A little while ago, I interviewed Robert Glass and something he said struck a chord.

I do think, however, that in the ancient past, when COBOL and Fortran (which are the original domain-specific languages) were in full flower, we understood the role of languages vs. applications better. You may wonder why COBOL, for example, has survived all this time when almost everyone says it’s a very bad language. It’s because it has business-domain-specific capabilities that today’s languages still don’t offer, like decimal arithmetic and heterogeneous data/file manipulation. I think one should start with the dominant domains, then figure out what language features they need, rather than start with neat language features or compiler tweaks, and see who they should be good for.

If COBOL and Fortran are DSLs (a categorization I’m not sure I agree with, but won’t discount either), what place does Ruby play in the programming world? It’s not really systems programming languages (the counterpoint to what I think Robert is calling a DSL), but is it a DSL?

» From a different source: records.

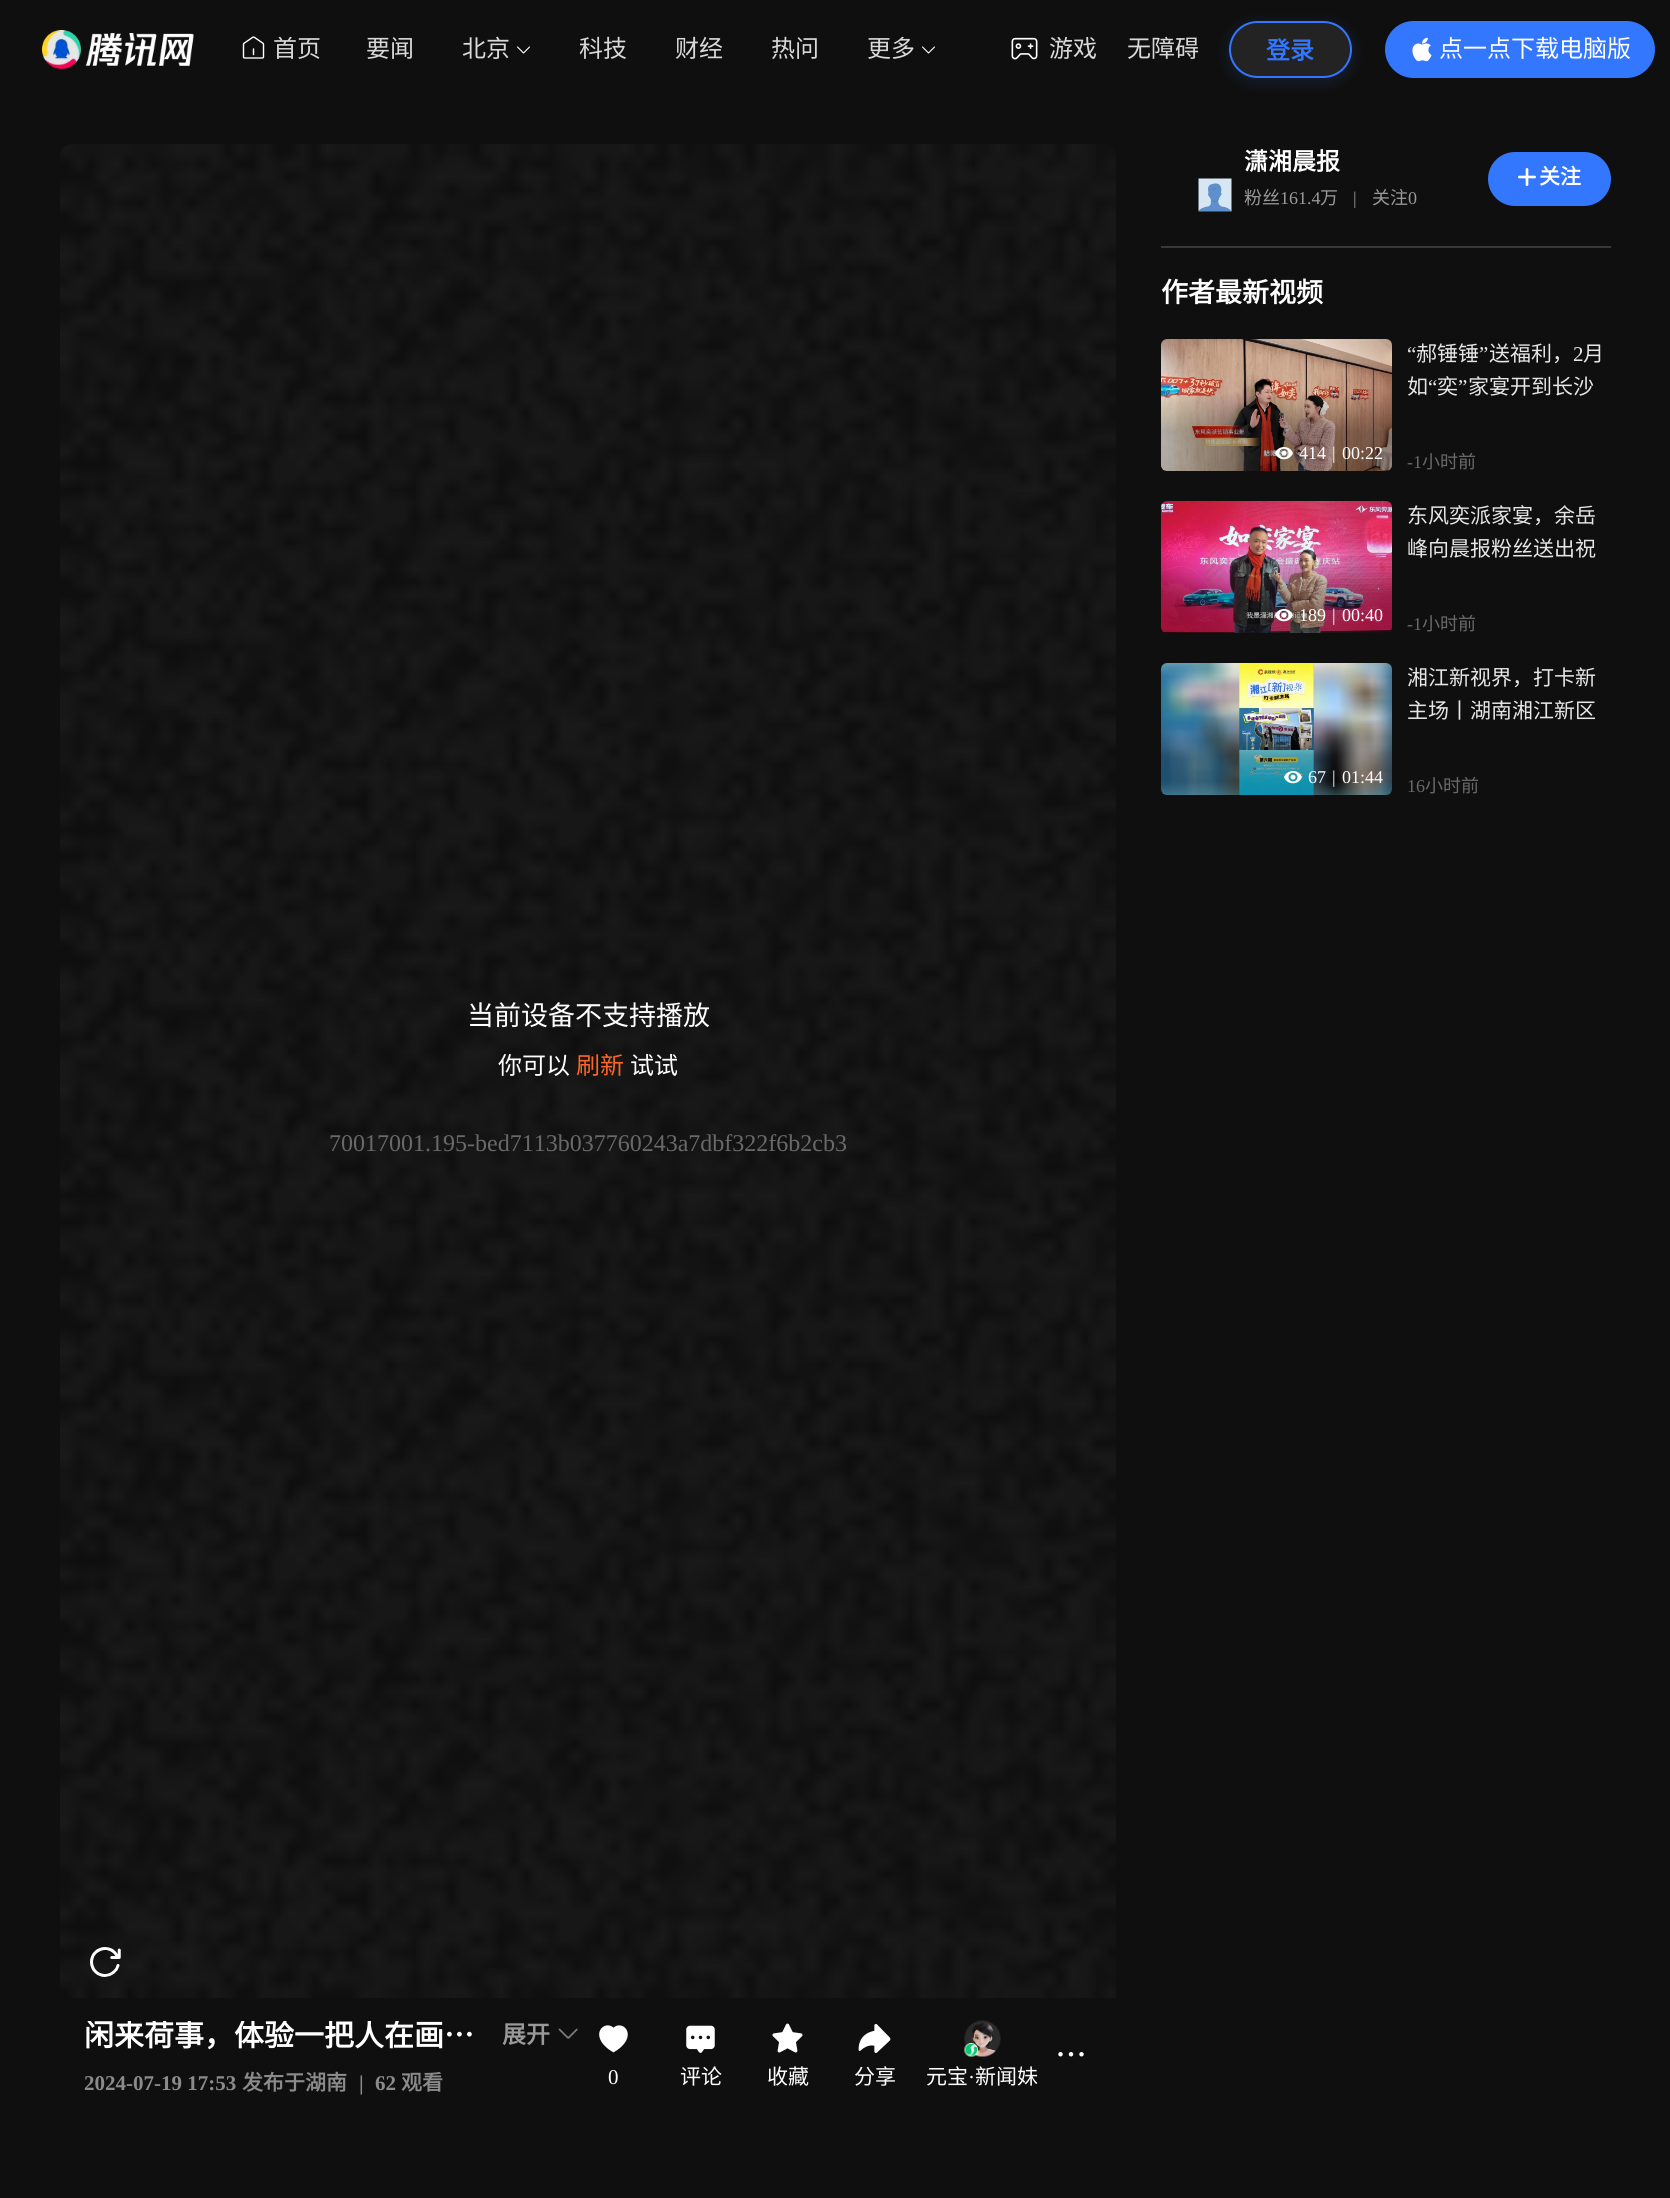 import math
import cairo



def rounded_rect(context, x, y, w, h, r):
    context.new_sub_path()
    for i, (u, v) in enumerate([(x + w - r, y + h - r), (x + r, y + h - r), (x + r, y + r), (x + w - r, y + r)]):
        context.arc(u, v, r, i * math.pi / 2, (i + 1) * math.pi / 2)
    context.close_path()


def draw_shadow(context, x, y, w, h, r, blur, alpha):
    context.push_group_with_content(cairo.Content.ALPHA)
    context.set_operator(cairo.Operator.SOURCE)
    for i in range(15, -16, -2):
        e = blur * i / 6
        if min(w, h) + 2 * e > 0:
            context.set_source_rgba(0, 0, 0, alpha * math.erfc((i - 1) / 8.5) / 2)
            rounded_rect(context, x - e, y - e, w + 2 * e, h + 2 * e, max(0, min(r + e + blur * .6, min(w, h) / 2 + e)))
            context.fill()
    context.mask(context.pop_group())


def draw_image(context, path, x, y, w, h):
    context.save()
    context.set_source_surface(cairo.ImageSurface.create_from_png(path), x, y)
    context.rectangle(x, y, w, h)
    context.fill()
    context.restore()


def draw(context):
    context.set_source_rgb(15 / 255, 15 / 255, 15 / 255)
    context.paint()
    draw_image(context, "images/1.png", 42, 30, 152, 39)
    draw_image(context, "images/2.png", 242, 36, 23, 23)
    context.new_path()
    context.move_to(529.5, 47)
    context.line_to(523.5, 53)
    context.line_to(517.5, 47)
    context.set_source_rgb(1, 1, 1)
    context.set_line_width(1.1)
    context.set_line_cap(cairo.LineCap.ROUND)
    context.set_line_join(cairo.LineJoin.ROUND)
    context.stroke()
    context.new_path()
    context.move_to(934.5, 47)
    context.line_to(928.5, 53)
    context.line_to(922.5, 47)
    context.stroke()
    draw_image(context, "images/3.png", 1011, 37, 27, 23)
    context.save()
    context.set_fill_rule(cairo.FillRule.EVEN_ODD)
    context.new_path()
    context.move_to(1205, 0)
    context.line_to(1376, 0)
    context.line_to(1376, 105)
    context.line_to(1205, 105)
    context.close_path()
    context.move_to(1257.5, 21)
    context.line_to(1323.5, 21)
    context.curve_to(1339, 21, 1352, 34, 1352, 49.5)
    context.curve_to(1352, 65, 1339, 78, 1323.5, 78)
    context.line_to(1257.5, 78)
    context.curve_to(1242, 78, 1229, 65, 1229, 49.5)
    context.curve_to(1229, 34, 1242, 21, 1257.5, 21)
    context.close_path()
    context.clip()
    context.set_source_rgb(51 / 255, 119 / 255, 1)
    draw_shadow(context, 1229, 24, 123, 57, 28.5, 7.5, 0.16)
    context.restore()
    context.set_source_rgba(217 / 255, 217 / 255, 217 / 255, 0.1)
    rounded_rect(context, 1230, 22, 121, 55, 27.5)
    context.fill_preserve()
    context.set_source_rgb(51 / 255, 119 / 255, 1)
    context.set_line_width(2)
    context.set_line_cap(cairo.LineCap.BUTT)
    context.set_line_join(cairo.LineJoin.MITER)
    context.stroke()
    rounded_rect(context, 1385, 21, 270, 57, 28.5)
    context.fill()
    draw_image(context, "images/4.png", 1412, 37, 20, 25)
    rounded_rect(context, 1488, 152, 123, 54, 27)
    context.fill()
    draw_image(context, "images/5.png", 1518, 168, 18, 18)
    draw_image(context, "images/6.png", 1198, 178, 34, 34)
    context.set_source_rgb(56 / 255, 56 / 255, 56 / 255)
    context.rectangle(1161, 246, 450, 2)
    context.fill()
    draw_image(context, "images/7.png", 1161, 339, 231, 132)
    gradient = cairo.LinearGradient(1277, 471, 1277, 339)
    gradient.add_color_stop_rgba(0.3, 0, 0, 0, 0.3)
    gradient.add_color_stop_rgba(0.6, 0, 0, 0, 0)
    context.set_source(gradient)
    rounded_rect(context, 1161, 339, 231, 132, 6)
    context.fill()
    draw_image(context, "images/8.png", 1275, 447, 18, 13)
    draw_image(context, "images/9.png", 1161, 501, 231, 132)
    gradient = cairo.LinearGradient(1277, 633, 1277, 501)
    gradient.add_color_stop_rgba(0.3, 0, 0, 0, 0.3)
    gradient.add_color_stop_rgba(0.6, 0, 0, 0, 0)
    context.set_source(gradient)
    rounded_rect(context, 1161, 501, 231, 132, 6)
    context.fill()
    draw_image(context, "images/10.png", 1275, 609, 18, 13)
    draw_image(context, "images/11.png", 1161, 663, 231, 132)
    gradient = cairo.LinearGradient(1277, 795, 1277, 663)
    gradient.add_color_stop_rgba(0.3, 0, 0, 0, 0.3)
    gradient.add_color_stop_rgba(0.6, 0, 0, 0, 0)
    context.set_source(gradient)
    rounded_rect(context, 1161, 663, 231, 132, 6)
    context.fill()
    draw_image(context, "images/12.png", 1284, 771, 18, 13)
    draw_image(context, "images/13.png", 60, 144, 1056, 1854)
    draw_image(context, "images/14.png", 558, 2028, 20, 11)
    draw_image(context, "images/15.png", 1058, 2052, 26, 5)
    draw_image(context, "images/16.png", 599, 2025, 29, 28)
    draw_image(context, "images/17.png", 686, 2025, 29, 28)
    draw_image(context, "images/18.png", 772, 2023, 31, 30)
    draw_image(context, "images/19.png", 858, 2024, 33, 29)
    draw_image(context, "images/20.png", 964, 2020, 37, 37)
    draw_image(context, "images/21.png", 964, 2043, 14, 14)
    context.select_font_face("Noto Sans CJK SC")
    context.set_font_size(24)
    context.set_source_rgb(217 / 255, 217 / 255, 217 / 255)
    context.move_to(273, 57)
    context.show_text("首页")
    context.move_to(366, 57)
    context.show_text("要闻")
    context.move_to(462, 57)
    context.show_text("北京")
    context.move_to(579, 57)
    context.show_text("科技")
    context.move_to(675, 57)
    context.show_text("财经")
    context.move_to(771, 57)
    context.show_text("热问")
    context.move_to(867, 57)
    context.show_text("更多")
    context.move_to(1049, 57)
    context.show_text("游戏")
    context.move_to(1127, 57)
    context.show_text("无障碍")
    context.select_font_face("Noto Sans CJK SC", cairo.FontSlant.NORMAL, cairo.FontWeight.BOLD)
    context.set_source_rgb(51 / 255, 119 / 255, 1)
    context.move_to(1266, 59)
    context.show_text("登录")
    context.select_font_face("Noto Sans CJK SC")
    context.set_source_rgb(1, 1, 1)
    context.move_to(1439, 57)
    context.show_text("点一点下载电脑版")
    context.select_font_face("Noto Sans CJK SC", cairo.FontSlant.NORMAL, cairo.FontWeight.BOLD)
    context.move_to(1244, 170)
    context.show_text("潇湘晨报")
    context.select_font_face("Noto Sans CJK SC")
    context.set_font_size(18)
    context.set_source_rgb(153 / 255, 153 / 255, 153 / 255)
    context.move_to(1244, 204)
    context.show_text("粉丝")
    context.select_font_face("Liberation Serif")
    context.move_to(1280, 204)
    context.show_text("161.4")
    context.select_font_face("Noto Sans CJK SC")
    context.move_to(1320, 204)
    context.show_text("万")
    context.select_font_face("Liberation Serif")
    context.move_to(1353, 204)
    context.show_text("|")
    context.select_font_face("Noto Sans CJK SC")
    context.move_to(1372, 204)
    context.show_text("关注")
    context.select_font_face("Liberation Serif")
    context.move_to(1408, 204)
    context.show_text("0")
    context.select_font_face("Noto Sans CJK SC", cairo.FontSlant.NORMAL, cairo.FontWeight.BOLD)
    context.set_font_size(21)
    context.set_source_rgb(1, 1, 1)
    context.move_to(1539, 184)
    context.show_text("关注")
    context.set_font_size(27)
    context.move_to(1161, 302)
    context.show_text("作者最新视频")
    context.select_font_face("Liberation Serif")
    context.set_font_size(18)
    context.move_to(1299, 459)
    context.show_text("414")
    context.move_to(1332, 459)
    context.show_text("|")
    context.move_to(1342, 459)
    context.show_text("00:22")
    context.set_font_size(21)
    context.set_source_rgb(230 / 255, 230 / 255, 230 / 255)
    context.move_to(1407, 361)
    context.show_text("“")
    context.select_font_face("Noto Sans CJK SC")
    context.move_to(1416, 361)
    context.show_text("郝锤锤")
    context.select_font_face("Liberation Serif")
    context.move_to(1479, 361)
    context.show_text("”")
    context.select_font_face("Noto Sans CJK SC")
    context.move_to(1489, 361)
    context.show_text("送福利，")
    context.select_font_face("Liberation Serif")
    context.move_to(1573, 361)
    context.show_text("2")
    context.select_font_face("Noto Sans CJK SC")
    context.move_to(1583, 361)
    context.show_text("月")
    context.move_to(1407, 394)
    context.show_text("如")
    context.select_font_face("Liberation Serif")
    context.move_to(1428, 394)
    context.show_text("“")
    context.select_font_face("Noto Sans CJK SC")
    context.move_to(1437, 394)
    context.show_text("奕")
    context.select_font_face("Liberation Serif")
    context.move_to(1458, 394)
    context.show_text("”")
    context.select_font_face("Noto Sans CJK SC")
    context.move_to(1468, 394)
    context.show_text("家宴开到长沙")
    context.select_font_face("Liberation Serif")
    context.set_font_size(18)
    context.set_source_rgb(105 / 255, 105 / 255, 105 / 255)
    context.move_to(1407, 468)
    context.show_text("-1")
    context.select_font_face("Noto Sans CJK SC")
    context.move_to(1422, 468)
    context.show_text("小时前")
    context.select_font_face("Liberation Serif")
    context.set_source_rgb(1, 1, 1)
    context.move_to(1299, 621)
    context.show_text("189")
    context.move_to(1332, 621)
    context.show_text("|")
    context.move_to(1342, 621)
    context.show_text("00:40")
    context.select_font_face("Noto Sans CJK SC")
    context.set_font_size(21)
    context.set_source_rgb(230 / 255, 230 / 255, 230 / 255)
    context.move_to(1407, 523)
    context.show_text("东风奕派家宴，余岳")
    context.move_to(1407, 556)
    context.show_text("峰向晨报粉丝送出祝")
    context.select_font_face("Liberation Serif")
    context.set_font_size(18)
    context.set_source_rgb(105 / 255, 105 / 255, 105 / 255)
    context.move_to(1407, 630)
    context.show_text("-1")
    context.select_font_face("Noto Sans CJK SC")
    context.move_to(1422, 630)
    context.show_text("小时前")
    context.select_font_face("Liberation Serif")
    context.set_source_rgb(1, 1, 1)
    context.move_to(1308, 783)
    context.show_text("67")
    context.move_to(1332, 783)
    context.show_text("|")
    context.move_to(1342, 783)
    context.show_text("01:44")
    context.select_font_face("Noto Sans CJK SC")
    context.set_font_size(21)
    context.set_source_rgb(230 / 255, 230 / 255, 230 / 255)
    context.move_to(1407, 685)
    context.show_text("湘江新视界，打卡新")
    context.move_to(1407, 718)
    context.show_text("主场丨湖南湘江新区")
    context.select_font_face("Liberation Serif")
    context.set_font_size(18)
    context.set_source_rgb(105 / 255, 105 / 255, 105 / 255)
    context.move_to(1407, 792)
    context.show_text("16")
    context.select_font_face("Noto Sans CJK SC")
    context.move_to(1425, 792)
    context.show_text("小时前")
    context.set_font_size(27)
    context.set_source_rgb(1, 1, 1)
    context.move_to(467, 1025)
    context.show_text("当前设备不支持播放")
    context.set_font_size(24)
    context.move_to(498, 1074)
    context.show_text("你可以")
    context.set_source_rgb(252 / 255, 101 / 255, 38 / 255)
    context.move_to(576, 1074)
    context.show_text("刷新")
    context.set_source_rgb(1, 1, 1)
    context.move_to(630, 1074)
    context.show_text("试试")
    context.select_font_face("Liberation Serif")
    context.set_source_rgb(105 / 255, 105 / 255, 105 / 255)
    context.move_to(329, 1151)
    context.show_text("70017001.195-bed7113b037760243a7dbf322f6b2cb3")
    context.save()
    context.rectangle(84, 2021, 419, 30)
    context.clip()
    context.select_font_face("Noto Sans CJK SC", cairo.FontSlant.NORMAL, cairo.FontWeight.BOLD)
    context.set_font_size(30)
    context.set_source_rgb(1, 1, 1)
    context.move_to(84, 2046)
    context.show_text("闲来荷事，体验一把人在画…")
    context.restore()
    context.select_font_face("Noto Sans CJK SC", cairo.FontSlant.NORMAL, cairo.FontWeight.BOLD)
    context.set_source_rgb(153 / 255, 153 / 255, 153 / 255)
    context.move_to(502, 2043)
    context.show_text("展开")
    context.select_font_face("Liberation Serif", cairo.FontSlant.NORMAL, cairo.FontWeight.BOLD)
    context.set_font_size(21)
    context.set_source_rgb(139 / 255, 139 / 255, 139 / 255)
    context.move_to(84, 2090)
    context.show_text("2024-07-19 17:53")
    context.select_font_face("Noto Sans CJK SC", cairo.FontSlant.NORMAL, cairo.FontWeight.BOLD)
    context.move_to(242, 2090)
    context.show_text("发布于湖南")
    context.select_font_face("Liberation Serif", cairo.FontSlant.NORMAL, cairo.FontWeight.BOLD)
    context.move_to(359, 2090)
    context.show_text("|")
    context.move_to(375, 2090)
    context.show_text("62")
    context.select_font_face("Noto Sans CJK SC", cairo.FontSlant.NORMAL, cairo.FontWeight.BOLD)
    context.move_to(401, 2090)
    context.show_text("观看")
    context.select_font_face("Liberation Serif")
    context.set_source_rgb(1, 1, 1)
    context.move_to(608, 2084)
    context.show_text("0")
    context.select_font_face("Noto Sans CJK SC")
    context.move_to(680, 2084)
    context.show_text("评论")
    context.move_to(767, 2084)
    context.show_text("收藏")
    context.move_to(854, 2084)
    context.show_text("分享")
    context.move_to(926, 2084)
    context.show_text("元宝")
    context.select_font_face("Liberation Serif")
    context.move_to(968, 2084)
    context.show_text("·")
    context.select_font_face("Noto Sans CJK SC")
    context.move_to(975, 2084)
    context.show_text("新闻妹")


surface = cairo.ImageSurface(cairo.Format.RGB24, 1670, 2198)
context = cairo.Context(surface)
options = cairo.FontOptions()
options.set_hint_metrics(cairo.HintMetrics.OFF)
options.set_hint_style(cairo.HintStyle.NONE)
context.set_font_options(options)
context.set_miter_limit(4)
draw(context)
surface.write_to_png("out.png")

Shortly after I posted my the interview with Robert, I posted a rant about people mis-categorizing Ruby as a web programming language. It certainly hosts some nice web programming frameworks, but it’s a lot more than that. There’s Rake, Ruport, and a variety of other frameworks/tools/DSLs that make different tasks much easier to do.

Perhaps part of Ruby’s allure is that it’s a DSL (in the Robert Glass sense) for building frameworks/tools/DSLs. LISP is sometimes called the programmable programming language. Should we say this about Ruby as well?